Konsistensi Putri Jadi Kunci Utama
Persiapan fisik dan teknik sudah diberikan kepada keempat pemain. Imam menilai tidak ada kendala signifikan, kecuali satu hal yang terus membayangi penampilan Putri: konsistensi dari pertandingan ke pertandingan.
Ia membandingkan performa Putri di Jepang yang berjalan mulus dengan hasil di Kejuaraan Dunia yang jauh dari ekspektasi. Perbedaan itu menjadi catatan tersendiri bagi tim pelatih.
"Sampai detik ini pun Putri masih butuh konsistensi di pertandingannya. Contoh, di Jepang dia tampil bagus sekali, tapi di Kejuaraan Dunia apa yang kita harapkan tidak sesuai," jelas Imam.
Tekanan sebagai satu-satunya andalan di sektor tunggal putri disebut Imam turut memengaruhi mental Putri.

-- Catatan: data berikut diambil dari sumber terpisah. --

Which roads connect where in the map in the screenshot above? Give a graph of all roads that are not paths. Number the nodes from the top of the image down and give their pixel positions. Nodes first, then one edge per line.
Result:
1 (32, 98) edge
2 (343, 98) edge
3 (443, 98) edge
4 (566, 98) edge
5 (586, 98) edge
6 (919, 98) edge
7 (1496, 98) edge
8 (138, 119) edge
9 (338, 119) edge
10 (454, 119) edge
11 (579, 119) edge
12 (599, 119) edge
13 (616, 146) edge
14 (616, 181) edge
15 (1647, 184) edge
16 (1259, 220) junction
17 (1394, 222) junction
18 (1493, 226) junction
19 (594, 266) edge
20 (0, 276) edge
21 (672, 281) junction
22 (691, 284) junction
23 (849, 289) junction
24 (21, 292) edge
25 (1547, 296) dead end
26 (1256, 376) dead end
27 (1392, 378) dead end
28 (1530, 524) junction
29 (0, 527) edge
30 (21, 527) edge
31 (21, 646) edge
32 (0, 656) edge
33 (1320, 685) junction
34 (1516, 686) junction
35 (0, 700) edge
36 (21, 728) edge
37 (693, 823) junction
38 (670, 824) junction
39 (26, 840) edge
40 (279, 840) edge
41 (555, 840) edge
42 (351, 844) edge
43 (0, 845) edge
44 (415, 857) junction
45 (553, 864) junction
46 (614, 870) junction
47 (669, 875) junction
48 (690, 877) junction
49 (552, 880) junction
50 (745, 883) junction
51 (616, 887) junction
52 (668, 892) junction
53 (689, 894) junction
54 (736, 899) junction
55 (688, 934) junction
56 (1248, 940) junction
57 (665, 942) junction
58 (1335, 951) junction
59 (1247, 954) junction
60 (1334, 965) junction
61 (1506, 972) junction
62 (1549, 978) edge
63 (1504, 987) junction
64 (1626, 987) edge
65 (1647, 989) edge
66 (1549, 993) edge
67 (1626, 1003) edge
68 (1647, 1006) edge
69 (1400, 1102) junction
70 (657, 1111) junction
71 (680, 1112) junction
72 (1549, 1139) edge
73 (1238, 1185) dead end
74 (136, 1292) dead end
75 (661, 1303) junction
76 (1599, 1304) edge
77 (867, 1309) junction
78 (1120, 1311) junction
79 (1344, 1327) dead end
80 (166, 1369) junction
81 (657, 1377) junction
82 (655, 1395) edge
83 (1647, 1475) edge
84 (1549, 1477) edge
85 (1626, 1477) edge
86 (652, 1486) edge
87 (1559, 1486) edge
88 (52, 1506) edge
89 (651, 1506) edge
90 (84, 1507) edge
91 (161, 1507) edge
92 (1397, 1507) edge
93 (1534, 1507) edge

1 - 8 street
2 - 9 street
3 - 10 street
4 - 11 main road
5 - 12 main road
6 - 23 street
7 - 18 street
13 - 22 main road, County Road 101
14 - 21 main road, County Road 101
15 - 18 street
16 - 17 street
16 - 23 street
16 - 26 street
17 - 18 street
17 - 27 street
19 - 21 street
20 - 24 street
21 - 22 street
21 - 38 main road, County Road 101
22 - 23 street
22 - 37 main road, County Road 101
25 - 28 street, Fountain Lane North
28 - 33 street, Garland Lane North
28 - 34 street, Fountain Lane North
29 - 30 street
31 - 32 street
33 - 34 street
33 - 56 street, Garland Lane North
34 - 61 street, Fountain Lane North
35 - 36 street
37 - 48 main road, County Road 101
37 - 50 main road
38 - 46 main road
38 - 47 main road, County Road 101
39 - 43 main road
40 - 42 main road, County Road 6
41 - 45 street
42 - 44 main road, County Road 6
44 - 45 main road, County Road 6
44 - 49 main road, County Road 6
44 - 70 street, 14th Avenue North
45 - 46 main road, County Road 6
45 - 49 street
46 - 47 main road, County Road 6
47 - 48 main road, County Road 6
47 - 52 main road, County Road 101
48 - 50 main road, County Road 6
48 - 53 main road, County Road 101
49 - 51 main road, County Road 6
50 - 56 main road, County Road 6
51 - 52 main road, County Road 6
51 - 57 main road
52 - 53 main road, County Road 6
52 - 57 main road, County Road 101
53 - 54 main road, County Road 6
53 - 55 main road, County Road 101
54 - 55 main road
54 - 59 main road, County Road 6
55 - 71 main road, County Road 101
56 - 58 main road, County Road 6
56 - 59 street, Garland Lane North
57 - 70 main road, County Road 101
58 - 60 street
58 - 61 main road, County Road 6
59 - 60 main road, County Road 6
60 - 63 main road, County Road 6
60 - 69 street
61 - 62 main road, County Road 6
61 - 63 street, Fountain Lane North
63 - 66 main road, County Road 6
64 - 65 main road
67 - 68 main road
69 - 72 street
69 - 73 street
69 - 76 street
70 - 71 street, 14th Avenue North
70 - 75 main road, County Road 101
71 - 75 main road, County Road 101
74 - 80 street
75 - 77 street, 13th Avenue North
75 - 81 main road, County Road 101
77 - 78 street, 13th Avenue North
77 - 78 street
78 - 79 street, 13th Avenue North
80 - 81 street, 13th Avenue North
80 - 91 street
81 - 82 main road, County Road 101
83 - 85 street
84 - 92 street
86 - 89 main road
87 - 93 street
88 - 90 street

Ia mengaku rutin berkomunikasi dengan pemainnya soal beban tersebut.
"Ya (mungkin) terbebani juga karena kan dia juga memang satu-satunya (andalan tunggal putri) ya. Jadi dia yang selalu diharapkan. Saya selalu ngomong juga dengan Putri. Ya mau enggak mau memang harus dilawan."
"Nah ini menurut saya sih tinggal menunggu waktu saja. Begitu ada momennya dan ketemu, itu yang harus dipertahankan konsistensinya," tegas Imam.
Asian Games 2026 Jadi Panggung Debut Tiga Pemain Muda
Bagi Thalita, Ni Kadek Dhinda, dan Mutiara Ayu, Aichi-Nagoya akan menjadi pengalaman pertama tampil di multievent sebesar Asian Games. Tekanan kompetisi beregu dan perorangan jelas berbeda dari turnamen BWF reguler.
Imam berharap momentum ini dimanfaatkan para pemain muda untuk mengukur kemampuan di level Asia. Nomor beregu putri akan menjadi ujian awal sebelum perorangan bergulir.
Dengan empat pemain di sektor tunggal putri, Indonesia setidaknya punya peluang menambah kedalaman skuad menjelang dua nomor yang dipertandingkan. Target medali yang disebut Imam bukan ambisi kosong, melainkan hasil perhitungan realistis dari kekuatan skuad saat ini.